How does Google recognize publish date of a post
I very much doubt that the published date of a post or article is based on the <lastmod>
entry in an XML sitemap (as others have suggested) or the Last-Modified HTTP header for that matter. An XML Sitemap is only advisory, not authoritative. The last modified date of a document is probably not the same as the (original) publish date of an article. And, as I mentioned in my comment at the top of the page, the last modified date of a document is probably more important for caching and perhaps determining crawl rates. The Last-Modified HTTP header of dynamically generated pages are often very close to the actual date/time (as it is for WordPress blogs).
An RSS/Atom feed on the other hand does contain this specific nugget of information. And indeed, on Wordpress sites that do not include the publish date in the content, the publish date still appears in Google's search results. And as far as I can tell, this matches the date in the RSS Feed.
EDIT#1: However, an RSS feed does not necessarily contain all the pages. In most cases it should only contain the latest or most recently updated pages. But there is no reason that Google should forget what it has already read, and providing the content of that page has not changed then neither should the last modified date.
If there is no RSS feed I think Google is clever enough to analyse the page content. Particularly if dates are marked up 'semantically' with the help of microformats. It's perfectly feasible that Google will see the following as the authoritative published date for an article that it is contained within:
<abbr class="published" title="2010-08-27T15:45:00-0700">
Friday, August 27th, 2010
</abbr>
Google certainly does read microformats - hCard, hReview, etc.
Just to add, I don't think Google would state a publish date unless it was able to find something authoritative that would suggest this. It's not going to deduce a 'publish date' on speculative data, since an incorrect 'publish date' is no use to anybody and Google would get a lot of stick for it!
And just for the record (if @Tom is suggesting otherwise :) I think posts/articles should have the publish date visibly displayed. Many don't, and this can be frustrating for the reader particularly when researching technology issues and you find that having read half way through the article it's out of date!

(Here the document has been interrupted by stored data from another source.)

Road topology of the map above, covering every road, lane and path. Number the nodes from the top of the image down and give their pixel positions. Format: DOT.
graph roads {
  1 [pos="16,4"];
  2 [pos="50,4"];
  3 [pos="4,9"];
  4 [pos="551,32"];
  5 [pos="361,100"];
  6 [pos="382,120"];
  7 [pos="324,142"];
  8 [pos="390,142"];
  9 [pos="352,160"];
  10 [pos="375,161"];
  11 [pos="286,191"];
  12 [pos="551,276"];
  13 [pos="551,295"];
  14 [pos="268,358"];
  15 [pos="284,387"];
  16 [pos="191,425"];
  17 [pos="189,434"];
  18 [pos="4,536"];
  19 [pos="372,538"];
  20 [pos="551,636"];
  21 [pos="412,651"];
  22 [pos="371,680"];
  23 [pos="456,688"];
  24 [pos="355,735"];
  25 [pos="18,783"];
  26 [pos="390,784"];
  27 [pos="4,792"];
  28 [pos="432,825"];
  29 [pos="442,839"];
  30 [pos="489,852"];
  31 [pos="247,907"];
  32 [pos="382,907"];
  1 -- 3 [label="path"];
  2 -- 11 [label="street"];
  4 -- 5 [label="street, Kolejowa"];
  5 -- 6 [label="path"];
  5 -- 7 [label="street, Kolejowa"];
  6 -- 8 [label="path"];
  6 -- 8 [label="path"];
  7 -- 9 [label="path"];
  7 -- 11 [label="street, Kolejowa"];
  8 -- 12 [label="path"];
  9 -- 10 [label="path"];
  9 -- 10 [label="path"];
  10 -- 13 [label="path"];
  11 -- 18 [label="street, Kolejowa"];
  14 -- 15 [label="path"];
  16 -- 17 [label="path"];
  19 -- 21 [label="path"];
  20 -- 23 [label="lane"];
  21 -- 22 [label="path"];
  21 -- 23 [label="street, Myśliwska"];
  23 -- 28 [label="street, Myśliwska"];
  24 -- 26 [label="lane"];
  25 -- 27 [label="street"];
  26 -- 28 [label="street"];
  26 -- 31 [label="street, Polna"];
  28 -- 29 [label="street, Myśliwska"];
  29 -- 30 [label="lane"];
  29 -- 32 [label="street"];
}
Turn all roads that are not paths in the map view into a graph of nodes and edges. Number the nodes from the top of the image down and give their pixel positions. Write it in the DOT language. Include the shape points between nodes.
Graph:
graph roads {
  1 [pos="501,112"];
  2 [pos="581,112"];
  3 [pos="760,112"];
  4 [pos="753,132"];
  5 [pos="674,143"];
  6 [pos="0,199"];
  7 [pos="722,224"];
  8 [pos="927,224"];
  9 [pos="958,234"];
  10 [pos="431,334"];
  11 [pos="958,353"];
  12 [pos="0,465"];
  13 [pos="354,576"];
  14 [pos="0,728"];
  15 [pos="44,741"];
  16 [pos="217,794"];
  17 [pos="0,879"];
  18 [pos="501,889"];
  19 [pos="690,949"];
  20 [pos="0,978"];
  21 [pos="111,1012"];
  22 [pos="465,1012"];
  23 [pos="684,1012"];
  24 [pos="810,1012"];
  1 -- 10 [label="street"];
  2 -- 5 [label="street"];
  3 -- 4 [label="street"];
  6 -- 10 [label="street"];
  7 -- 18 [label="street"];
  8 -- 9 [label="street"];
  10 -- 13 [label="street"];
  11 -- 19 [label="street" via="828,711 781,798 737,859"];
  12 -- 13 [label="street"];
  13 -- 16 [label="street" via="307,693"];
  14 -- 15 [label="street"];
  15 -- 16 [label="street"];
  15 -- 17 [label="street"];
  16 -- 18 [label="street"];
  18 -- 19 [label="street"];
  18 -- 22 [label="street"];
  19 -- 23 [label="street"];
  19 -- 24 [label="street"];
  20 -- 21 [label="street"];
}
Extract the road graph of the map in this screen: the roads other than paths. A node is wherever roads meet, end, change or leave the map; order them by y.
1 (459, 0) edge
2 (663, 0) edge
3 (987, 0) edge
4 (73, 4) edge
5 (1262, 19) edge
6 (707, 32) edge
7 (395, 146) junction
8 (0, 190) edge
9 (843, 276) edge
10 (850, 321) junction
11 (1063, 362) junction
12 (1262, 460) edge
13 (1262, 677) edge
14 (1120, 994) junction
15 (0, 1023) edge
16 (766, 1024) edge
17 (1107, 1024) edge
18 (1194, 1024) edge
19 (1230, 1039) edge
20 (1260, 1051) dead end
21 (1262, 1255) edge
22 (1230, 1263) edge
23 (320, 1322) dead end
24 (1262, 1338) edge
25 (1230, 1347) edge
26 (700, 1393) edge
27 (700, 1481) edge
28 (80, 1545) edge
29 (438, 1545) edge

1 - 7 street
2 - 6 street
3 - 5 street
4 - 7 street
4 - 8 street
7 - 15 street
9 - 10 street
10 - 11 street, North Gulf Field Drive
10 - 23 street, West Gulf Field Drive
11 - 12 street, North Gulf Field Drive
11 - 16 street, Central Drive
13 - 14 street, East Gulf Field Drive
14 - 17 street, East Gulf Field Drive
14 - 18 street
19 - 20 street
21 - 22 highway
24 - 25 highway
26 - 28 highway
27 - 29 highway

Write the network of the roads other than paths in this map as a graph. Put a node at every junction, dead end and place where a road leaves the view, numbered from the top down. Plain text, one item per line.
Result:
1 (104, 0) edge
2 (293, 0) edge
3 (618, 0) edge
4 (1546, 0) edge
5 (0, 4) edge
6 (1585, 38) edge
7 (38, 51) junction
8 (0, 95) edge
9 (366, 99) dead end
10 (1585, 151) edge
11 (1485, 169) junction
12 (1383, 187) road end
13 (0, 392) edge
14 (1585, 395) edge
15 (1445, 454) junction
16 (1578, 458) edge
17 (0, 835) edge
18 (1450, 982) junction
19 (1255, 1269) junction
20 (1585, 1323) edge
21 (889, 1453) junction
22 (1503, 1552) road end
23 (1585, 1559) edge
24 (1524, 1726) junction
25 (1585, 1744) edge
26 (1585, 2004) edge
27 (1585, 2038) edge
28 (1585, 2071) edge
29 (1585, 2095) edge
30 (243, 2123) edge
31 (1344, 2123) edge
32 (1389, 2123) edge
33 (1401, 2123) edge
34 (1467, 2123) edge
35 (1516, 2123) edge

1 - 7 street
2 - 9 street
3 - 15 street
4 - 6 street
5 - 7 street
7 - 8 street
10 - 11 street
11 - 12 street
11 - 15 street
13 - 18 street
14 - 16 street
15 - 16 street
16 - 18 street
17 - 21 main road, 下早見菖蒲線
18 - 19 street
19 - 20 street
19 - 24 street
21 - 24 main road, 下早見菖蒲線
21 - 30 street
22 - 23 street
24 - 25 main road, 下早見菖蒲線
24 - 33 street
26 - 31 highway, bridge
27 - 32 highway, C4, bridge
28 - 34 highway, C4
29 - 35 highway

EDIT#2: I have since experienced a similar annoyance that @mmdanziger details in his answer. On one of my old sites I have text of the form "Site Last Updated Sun 17th Jun 2012" (not marked up in any special way) at the top of every page (written to the page with JavaScript!!). This same date has been picked up by Google and now appears alongside several (but not all) pages that appear in the SERPS - this certainly is not the publish date of the page. It would seem that Google is simply scrapping the page for a string of the form "last updated (datestring)" (having processed the JavaScript!!). This particular site does not have an RSS feed. The site does have a Sitemap.xml file but the dates are different.
I have noticed similar behaviour on other sites also.
I just had a problem that all of my main pages were shown as being updated over 4 years ago, even though Google knows that that's not true because the pages have been indexed for that long and change substantially from month to month. After being really puzzled, then really annoyed, then puzzled again, I finally found the problem. Our legal terms were being served in a hidden div with a "Last updated: October 30 2007" and the div was being loaded on almost all our pages. (Because it pops up on registration) I've removed it and now I assume the date will either disappear or be corrected to something more reasonable.
A cautionary tale and one more piece of evidence that they check the semantics of the site more than the technical details or their own indexing history.
I think Google uses Sitemap and RSS feed to recognize published date.. you can impliment this feature in your CMS by creating a xml site map according to Standards.